■ Exercise objective
Scan the records below and copy every line that contains the string "than".

Stored items
—————

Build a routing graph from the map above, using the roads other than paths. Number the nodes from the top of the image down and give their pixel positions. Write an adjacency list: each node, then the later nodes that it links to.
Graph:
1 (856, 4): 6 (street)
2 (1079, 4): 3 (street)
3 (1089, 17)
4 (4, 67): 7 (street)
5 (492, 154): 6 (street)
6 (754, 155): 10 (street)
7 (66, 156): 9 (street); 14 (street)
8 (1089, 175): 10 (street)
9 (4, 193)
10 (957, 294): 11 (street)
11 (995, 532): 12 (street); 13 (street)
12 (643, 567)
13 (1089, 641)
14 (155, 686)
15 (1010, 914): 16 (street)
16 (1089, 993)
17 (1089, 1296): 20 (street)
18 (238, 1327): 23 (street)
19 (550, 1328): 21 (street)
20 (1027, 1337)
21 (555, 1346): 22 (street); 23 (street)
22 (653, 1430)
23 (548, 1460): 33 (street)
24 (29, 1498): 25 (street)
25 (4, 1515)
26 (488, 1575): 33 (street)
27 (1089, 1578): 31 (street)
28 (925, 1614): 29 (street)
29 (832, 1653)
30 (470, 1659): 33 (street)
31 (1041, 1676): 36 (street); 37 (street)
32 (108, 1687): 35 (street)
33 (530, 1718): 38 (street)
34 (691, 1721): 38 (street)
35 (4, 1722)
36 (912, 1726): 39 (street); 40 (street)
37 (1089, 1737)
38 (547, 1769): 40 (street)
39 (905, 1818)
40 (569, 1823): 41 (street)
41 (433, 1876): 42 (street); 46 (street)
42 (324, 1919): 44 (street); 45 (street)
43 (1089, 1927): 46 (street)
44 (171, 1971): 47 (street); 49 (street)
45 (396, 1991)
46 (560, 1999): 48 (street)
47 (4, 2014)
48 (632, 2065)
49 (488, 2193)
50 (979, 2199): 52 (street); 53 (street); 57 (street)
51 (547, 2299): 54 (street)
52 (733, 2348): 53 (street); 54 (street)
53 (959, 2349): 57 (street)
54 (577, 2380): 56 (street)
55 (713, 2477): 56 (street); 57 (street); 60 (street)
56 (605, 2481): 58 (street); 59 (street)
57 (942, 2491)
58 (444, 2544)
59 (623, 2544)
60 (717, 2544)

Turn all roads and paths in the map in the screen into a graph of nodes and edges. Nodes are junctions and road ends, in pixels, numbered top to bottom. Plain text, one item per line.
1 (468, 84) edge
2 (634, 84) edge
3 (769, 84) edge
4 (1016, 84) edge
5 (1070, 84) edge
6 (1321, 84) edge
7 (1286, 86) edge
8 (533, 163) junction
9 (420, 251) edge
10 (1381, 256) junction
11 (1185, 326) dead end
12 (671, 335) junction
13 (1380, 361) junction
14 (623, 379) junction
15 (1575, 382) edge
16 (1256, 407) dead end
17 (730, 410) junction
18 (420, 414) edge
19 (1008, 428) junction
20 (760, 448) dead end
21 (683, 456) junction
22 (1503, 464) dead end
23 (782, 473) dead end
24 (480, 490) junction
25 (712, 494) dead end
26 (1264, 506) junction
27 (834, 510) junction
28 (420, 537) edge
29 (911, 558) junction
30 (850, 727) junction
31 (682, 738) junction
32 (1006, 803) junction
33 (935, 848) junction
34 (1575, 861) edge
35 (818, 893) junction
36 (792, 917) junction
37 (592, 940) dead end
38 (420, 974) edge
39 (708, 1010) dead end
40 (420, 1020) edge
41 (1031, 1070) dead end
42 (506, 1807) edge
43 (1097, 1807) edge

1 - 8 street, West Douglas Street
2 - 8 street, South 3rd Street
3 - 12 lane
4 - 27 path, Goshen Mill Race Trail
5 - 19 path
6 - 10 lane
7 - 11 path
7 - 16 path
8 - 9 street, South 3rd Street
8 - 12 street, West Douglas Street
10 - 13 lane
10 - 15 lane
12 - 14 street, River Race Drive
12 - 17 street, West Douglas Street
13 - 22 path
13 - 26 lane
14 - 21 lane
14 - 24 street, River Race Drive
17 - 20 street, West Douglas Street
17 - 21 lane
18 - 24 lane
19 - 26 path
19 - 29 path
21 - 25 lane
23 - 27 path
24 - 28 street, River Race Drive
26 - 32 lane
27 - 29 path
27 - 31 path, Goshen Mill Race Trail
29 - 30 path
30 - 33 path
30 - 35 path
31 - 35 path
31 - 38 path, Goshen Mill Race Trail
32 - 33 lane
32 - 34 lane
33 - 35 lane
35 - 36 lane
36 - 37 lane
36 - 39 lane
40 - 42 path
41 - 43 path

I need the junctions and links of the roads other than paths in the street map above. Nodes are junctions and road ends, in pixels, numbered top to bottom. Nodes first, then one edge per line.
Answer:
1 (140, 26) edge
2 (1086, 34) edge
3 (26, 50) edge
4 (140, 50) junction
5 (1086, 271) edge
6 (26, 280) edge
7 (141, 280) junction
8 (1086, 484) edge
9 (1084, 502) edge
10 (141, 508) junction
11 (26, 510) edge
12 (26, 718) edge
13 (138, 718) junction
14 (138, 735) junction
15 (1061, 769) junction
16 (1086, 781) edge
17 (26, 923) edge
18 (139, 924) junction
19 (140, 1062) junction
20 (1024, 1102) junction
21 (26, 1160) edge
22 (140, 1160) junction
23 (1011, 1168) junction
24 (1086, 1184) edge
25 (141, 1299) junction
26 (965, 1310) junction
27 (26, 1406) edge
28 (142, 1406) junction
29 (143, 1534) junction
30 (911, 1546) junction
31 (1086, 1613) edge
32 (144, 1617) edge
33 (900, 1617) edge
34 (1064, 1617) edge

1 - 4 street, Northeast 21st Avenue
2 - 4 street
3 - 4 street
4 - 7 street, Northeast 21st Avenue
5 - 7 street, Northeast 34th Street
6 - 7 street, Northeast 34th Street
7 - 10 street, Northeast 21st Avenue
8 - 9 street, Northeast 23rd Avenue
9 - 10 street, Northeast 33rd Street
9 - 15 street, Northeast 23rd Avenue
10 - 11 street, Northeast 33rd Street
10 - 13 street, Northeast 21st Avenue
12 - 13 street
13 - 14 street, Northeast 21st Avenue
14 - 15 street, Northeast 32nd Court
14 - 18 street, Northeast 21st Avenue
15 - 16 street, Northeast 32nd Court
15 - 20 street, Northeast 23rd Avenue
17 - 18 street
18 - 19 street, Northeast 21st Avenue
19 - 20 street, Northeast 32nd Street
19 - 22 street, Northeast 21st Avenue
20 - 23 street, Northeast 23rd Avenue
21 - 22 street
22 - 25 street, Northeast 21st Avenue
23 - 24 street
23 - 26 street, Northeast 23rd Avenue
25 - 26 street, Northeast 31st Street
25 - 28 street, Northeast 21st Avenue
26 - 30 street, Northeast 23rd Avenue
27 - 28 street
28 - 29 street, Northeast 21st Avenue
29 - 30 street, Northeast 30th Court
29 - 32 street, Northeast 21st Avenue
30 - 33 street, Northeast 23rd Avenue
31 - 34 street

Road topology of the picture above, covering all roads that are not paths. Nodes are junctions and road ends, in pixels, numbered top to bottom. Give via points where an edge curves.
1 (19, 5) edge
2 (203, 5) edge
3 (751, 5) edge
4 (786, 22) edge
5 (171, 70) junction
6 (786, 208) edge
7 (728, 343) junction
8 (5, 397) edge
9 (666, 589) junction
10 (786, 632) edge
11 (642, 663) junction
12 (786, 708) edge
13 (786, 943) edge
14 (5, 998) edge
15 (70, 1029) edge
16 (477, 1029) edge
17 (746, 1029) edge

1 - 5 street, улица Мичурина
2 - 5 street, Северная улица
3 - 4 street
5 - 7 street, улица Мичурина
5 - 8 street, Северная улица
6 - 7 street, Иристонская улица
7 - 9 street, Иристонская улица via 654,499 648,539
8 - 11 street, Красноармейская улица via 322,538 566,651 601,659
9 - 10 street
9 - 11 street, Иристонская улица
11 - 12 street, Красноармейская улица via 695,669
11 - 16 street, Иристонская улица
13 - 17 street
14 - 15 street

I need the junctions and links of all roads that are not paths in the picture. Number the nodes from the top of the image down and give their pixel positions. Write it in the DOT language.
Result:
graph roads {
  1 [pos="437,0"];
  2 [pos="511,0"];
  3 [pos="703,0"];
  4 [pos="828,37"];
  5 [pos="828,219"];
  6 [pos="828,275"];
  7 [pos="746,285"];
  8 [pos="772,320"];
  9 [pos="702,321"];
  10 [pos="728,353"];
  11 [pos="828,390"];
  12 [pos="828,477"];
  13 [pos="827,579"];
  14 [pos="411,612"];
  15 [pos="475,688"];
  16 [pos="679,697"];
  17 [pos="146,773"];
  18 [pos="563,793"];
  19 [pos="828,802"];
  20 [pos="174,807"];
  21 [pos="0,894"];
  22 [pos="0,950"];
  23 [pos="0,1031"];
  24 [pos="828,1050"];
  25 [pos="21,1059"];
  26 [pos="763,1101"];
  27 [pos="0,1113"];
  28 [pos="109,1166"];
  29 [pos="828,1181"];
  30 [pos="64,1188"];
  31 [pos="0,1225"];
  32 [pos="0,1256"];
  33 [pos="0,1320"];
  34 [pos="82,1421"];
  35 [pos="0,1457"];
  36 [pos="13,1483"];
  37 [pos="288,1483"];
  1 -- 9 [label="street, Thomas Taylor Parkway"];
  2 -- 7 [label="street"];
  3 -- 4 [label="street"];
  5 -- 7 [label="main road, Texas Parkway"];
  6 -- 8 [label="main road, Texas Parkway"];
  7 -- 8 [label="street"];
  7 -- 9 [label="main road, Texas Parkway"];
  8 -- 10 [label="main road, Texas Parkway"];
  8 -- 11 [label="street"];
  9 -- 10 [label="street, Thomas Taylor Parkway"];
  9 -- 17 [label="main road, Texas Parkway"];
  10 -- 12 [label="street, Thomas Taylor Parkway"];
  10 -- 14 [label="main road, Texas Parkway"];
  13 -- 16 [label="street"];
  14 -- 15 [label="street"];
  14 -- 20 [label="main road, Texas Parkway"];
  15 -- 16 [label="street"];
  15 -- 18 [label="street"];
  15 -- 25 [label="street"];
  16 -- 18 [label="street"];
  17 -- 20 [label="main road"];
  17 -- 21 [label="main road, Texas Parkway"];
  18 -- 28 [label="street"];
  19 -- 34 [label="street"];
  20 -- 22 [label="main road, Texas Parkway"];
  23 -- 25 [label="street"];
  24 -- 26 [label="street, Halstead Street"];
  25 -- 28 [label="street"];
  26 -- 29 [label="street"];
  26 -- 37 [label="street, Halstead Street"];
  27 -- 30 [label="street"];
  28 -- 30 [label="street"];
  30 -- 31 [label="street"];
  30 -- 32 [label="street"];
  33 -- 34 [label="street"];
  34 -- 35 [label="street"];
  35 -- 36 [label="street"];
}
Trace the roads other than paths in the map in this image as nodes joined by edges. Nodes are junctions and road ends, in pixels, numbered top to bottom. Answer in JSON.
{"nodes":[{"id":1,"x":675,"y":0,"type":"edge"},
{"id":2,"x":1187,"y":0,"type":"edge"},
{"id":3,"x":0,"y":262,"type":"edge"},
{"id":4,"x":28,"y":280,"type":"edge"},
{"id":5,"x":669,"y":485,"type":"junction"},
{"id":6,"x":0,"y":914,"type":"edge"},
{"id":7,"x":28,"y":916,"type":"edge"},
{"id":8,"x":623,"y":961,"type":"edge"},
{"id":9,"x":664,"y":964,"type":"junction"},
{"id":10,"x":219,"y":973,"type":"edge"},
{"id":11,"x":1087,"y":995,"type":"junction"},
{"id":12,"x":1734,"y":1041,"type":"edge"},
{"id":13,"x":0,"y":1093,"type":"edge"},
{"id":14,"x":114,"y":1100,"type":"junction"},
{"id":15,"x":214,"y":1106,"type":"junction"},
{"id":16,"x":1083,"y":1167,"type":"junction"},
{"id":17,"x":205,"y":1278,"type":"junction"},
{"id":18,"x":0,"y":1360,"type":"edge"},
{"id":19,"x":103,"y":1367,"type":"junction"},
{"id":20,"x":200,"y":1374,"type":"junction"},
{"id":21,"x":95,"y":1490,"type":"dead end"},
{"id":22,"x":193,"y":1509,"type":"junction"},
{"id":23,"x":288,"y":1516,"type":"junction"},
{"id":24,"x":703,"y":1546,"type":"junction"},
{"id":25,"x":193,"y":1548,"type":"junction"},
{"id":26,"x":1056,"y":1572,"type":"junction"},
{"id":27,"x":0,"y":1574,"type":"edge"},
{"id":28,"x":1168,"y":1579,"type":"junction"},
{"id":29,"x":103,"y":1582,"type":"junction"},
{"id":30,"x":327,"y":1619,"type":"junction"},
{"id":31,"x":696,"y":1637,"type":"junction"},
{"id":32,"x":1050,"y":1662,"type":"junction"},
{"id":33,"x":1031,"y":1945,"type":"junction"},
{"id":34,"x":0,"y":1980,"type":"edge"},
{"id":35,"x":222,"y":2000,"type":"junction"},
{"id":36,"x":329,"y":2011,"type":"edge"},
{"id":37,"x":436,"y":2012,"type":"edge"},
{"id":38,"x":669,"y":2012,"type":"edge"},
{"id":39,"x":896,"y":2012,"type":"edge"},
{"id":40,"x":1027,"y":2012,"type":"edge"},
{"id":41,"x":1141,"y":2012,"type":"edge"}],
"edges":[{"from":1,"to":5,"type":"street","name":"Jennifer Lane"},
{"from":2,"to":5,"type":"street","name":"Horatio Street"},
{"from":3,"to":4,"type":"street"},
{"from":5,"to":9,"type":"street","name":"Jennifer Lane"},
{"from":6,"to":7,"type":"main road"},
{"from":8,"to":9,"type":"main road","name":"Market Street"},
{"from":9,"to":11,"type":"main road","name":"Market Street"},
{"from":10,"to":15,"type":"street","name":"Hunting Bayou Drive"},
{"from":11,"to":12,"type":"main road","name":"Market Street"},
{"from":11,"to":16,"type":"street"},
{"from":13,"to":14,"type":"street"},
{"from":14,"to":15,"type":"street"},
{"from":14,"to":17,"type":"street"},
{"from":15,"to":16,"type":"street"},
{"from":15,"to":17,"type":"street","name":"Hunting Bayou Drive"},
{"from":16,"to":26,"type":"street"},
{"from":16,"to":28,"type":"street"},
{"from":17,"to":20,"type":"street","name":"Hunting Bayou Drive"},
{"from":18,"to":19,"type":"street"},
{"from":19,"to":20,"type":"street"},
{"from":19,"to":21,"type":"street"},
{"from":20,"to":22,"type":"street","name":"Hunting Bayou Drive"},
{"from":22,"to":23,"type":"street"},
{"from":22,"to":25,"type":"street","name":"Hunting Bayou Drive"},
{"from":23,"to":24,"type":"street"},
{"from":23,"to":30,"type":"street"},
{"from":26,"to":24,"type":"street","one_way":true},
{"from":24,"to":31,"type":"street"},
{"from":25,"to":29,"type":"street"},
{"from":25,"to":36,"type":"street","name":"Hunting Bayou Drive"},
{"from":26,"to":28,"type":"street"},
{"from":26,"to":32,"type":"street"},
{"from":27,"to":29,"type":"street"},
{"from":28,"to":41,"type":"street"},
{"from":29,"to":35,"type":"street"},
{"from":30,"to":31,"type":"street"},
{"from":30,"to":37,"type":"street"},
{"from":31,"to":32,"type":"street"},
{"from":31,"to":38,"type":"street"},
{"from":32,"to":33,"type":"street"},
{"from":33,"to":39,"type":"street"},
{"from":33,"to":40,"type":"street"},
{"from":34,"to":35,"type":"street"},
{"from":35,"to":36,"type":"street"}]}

—————

■ Exercise answer
Build a routing graph from the map above, using the roads other than paths. Number the nodes from the top of the image down and give their pixel positions. Write an adjacency list: each node, then the later nodes that it links to.
I need the junctions and links of the roads other than paths in the street map above. Nodes are junctions and road ends, in pixels, numbered top to bottom. Nodes first, then one edge per line.
Trace the roads other than paths in the map in this image as nodes joined by edges. Nodes are junctions and road ends, in pixels, numbered top to bottom. Answer in JSON.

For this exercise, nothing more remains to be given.